English Dictionary |
ACQUIT (acquitted, acquitting)
Pronunciation (US): | (GB): |
IPA (US): |
Dictionary entry overview: What does acquit mean?
• ACQUIT (verb)
The verb ACQUIT has 2 senses:
1. pronounce not guilty of criminal charges
Familiarity information: ACQUIT used as a verb is rare.
Dictionary entry details
Conjugation: |
Past simple: acquitted
Past participle: acquitted
-ing form: acquitting
Sense 1
Meaning:
Pronounce not guilty of criminal charges
Classified under:
Verbs of telling, asking, ordering, singing
Synonyms:
acquit; assoil; clear; discharge; exculpate; exonerate
Context example:
The suspect was cleared of the murder charges
Hypernyms (to "acquit" is one way to...):
judge; label; pronounce (pronounce judgment on)
"Acquit" entails doing...:
evaluate; judge; pass judgment (form a critical opinion of)
Troponyms (each of the following is one way to "acquit"):
vindicate (clear of accusation, blame, suspicion, or doubt with supporting proof)
whitewash (exonerate by means of a perfunctory investigation or through biased presentation of data)
purge (clear of a charge)
Sentence frames:
Somebody ----s somebody
Somebody ----s somebody of something
Sentence example:
They want to acquit the prisoners
Antonym:
convict (find or declare guilty)
Derivation:
acquittal (a judgment of not guilty)
Sense 2
Meaning:
Behave in a certain manner
Classified under:
Verbs of political and social activities and events
Synonyms:
acquit; bear; behave; carry; comport; conduct; deport
Context example:
They conducted themselves well during these difficult times
Hypernyms (to "acquit" is one way to...):
bear; carry; hold (support or hold in a certain manner)
act; move (perform an action, or work out or perform (an action))
Troponyms (each of the following is one way to "acquit"):
fluster (be flustered; behave in a confused manner)
assert; put forward (insist on having one's opinions and rights recognized)
deal (behave in a certain way towards others)
walk around (behave in a certain manner or have certain properties)
pose; posture (behave affectedly or unnaturally in order to impress others)
Sentence frame:
Somebody ----s somebody
Context examples
You will soon hear enough from another quarter to know where lies the blame; and I hope will acquit your brother of everything but the folly of too easily thinking his affection returned.
(Northanger Abbey, by Jane Austen)
I rose with all alacrity, to acquit myself of this commission.
(David Copperfield, by Charles Dickens)
I cannot acquit him of that duty; nor could I think well of the man who should omit an occasion of testifying his respect towards anybody connected with the family.
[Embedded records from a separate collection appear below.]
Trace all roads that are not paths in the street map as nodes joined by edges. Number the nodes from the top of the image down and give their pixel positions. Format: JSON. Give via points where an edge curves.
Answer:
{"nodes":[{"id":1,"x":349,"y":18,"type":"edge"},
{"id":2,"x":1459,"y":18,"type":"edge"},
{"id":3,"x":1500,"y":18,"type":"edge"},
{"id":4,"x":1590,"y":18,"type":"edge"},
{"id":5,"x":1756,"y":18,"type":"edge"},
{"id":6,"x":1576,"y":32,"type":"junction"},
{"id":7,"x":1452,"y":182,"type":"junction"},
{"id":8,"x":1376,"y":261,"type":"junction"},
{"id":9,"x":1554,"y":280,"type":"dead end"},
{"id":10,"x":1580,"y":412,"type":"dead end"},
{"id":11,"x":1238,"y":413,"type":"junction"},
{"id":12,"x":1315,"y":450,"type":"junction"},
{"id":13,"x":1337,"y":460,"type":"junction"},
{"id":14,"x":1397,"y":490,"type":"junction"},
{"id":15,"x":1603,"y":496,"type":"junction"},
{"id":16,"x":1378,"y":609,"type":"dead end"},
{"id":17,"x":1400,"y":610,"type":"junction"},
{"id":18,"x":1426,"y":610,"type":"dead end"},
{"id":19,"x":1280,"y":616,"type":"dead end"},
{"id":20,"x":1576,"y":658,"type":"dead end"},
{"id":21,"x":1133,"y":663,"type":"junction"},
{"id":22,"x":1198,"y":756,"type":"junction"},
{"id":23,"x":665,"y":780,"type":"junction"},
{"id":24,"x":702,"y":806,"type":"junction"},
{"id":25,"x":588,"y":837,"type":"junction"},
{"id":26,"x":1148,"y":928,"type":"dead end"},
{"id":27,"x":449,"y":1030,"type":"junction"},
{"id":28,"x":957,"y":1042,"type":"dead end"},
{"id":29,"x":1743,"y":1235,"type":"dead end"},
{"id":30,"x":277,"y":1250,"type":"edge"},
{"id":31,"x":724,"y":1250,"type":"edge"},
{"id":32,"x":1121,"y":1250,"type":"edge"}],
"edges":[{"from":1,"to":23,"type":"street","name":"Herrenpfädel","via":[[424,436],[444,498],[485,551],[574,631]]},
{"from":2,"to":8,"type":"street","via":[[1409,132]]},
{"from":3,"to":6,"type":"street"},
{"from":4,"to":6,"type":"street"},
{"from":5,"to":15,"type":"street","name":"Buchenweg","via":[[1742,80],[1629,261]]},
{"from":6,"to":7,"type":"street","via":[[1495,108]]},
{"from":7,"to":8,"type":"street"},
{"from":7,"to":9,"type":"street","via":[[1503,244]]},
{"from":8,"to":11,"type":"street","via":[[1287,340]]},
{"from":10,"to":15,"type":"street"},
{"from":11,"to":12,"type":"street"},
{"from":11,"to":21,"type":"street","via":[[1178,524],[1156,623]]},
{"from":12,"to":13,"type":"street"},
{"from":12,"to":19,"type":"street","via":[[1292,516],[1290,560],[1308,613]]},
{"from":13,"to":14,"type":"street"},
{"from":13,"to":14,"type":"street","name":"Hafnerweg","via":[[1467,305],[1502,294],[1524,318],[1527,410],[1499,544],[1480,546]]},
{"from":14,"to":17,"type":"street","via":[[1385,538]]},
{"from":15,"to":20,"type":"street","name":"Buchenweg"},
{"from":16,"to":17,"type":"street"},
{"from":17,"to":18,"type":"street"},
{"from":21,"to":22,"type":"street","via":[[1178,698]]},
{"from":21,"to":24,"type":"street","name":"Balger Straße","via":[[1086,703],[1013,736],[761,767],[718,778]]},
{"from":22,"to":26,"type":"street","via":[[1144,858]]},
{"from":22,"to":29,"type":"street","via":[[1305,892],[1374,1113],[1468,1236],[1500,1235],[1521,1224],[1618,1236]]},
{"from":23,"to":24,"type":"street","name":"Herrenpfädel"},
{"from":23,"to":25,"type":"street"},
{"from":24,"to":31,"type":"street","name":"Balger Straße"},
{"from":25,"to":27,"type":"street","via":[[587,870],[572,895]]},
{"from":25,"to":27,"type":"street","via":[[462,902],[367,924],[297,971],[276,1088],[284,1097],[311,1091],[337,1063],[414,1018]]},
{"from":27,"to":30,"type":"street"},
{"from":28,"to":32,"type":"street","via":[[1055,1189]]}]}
(Pride and Prejudice, by Jane Austen)
Mr. Crawford would have fully acquitted her conduct in refusing him; but this, though most material to herself, would be poor consolation to Sir Thomas.
(Mansfield Park, by Jane Austen)
James McCarthy was acquitted at the Assizes on the strength of a number of objections which had been drawn out by Holmes and submitted to the defending counsel.
(The Adventures of Sherlock Holmes, by Sir Arthur Conan Doyle)
Edricson, if God spare you, I think that you will acquit yourself well.
(The White Company, by Sir Arthur Conan Doyle)
She is to be tried today, and I hope, I sincerely hope, that she will be acquitted.
(Frankenstein, by Mary Wollstonecraft Shelley)
Neither had I so soon learned the gratitude of courtiers, to persuade myself, that his majesty’s present seventies acquitted me of all past obligations.
(Gulliver's Travels into several remote nations of the world, by Jonathan Swift)
It was an awkward ceremony at any time to be receiving wedding visits, and a man had need be all grace to acquit himself well through it.
(Emma, by Jane Austen)
Sometimes she could believe Willoughby to be as unfortunate and as innocent as herself, and at others, lost every consolation in the impossibility of acquitting him.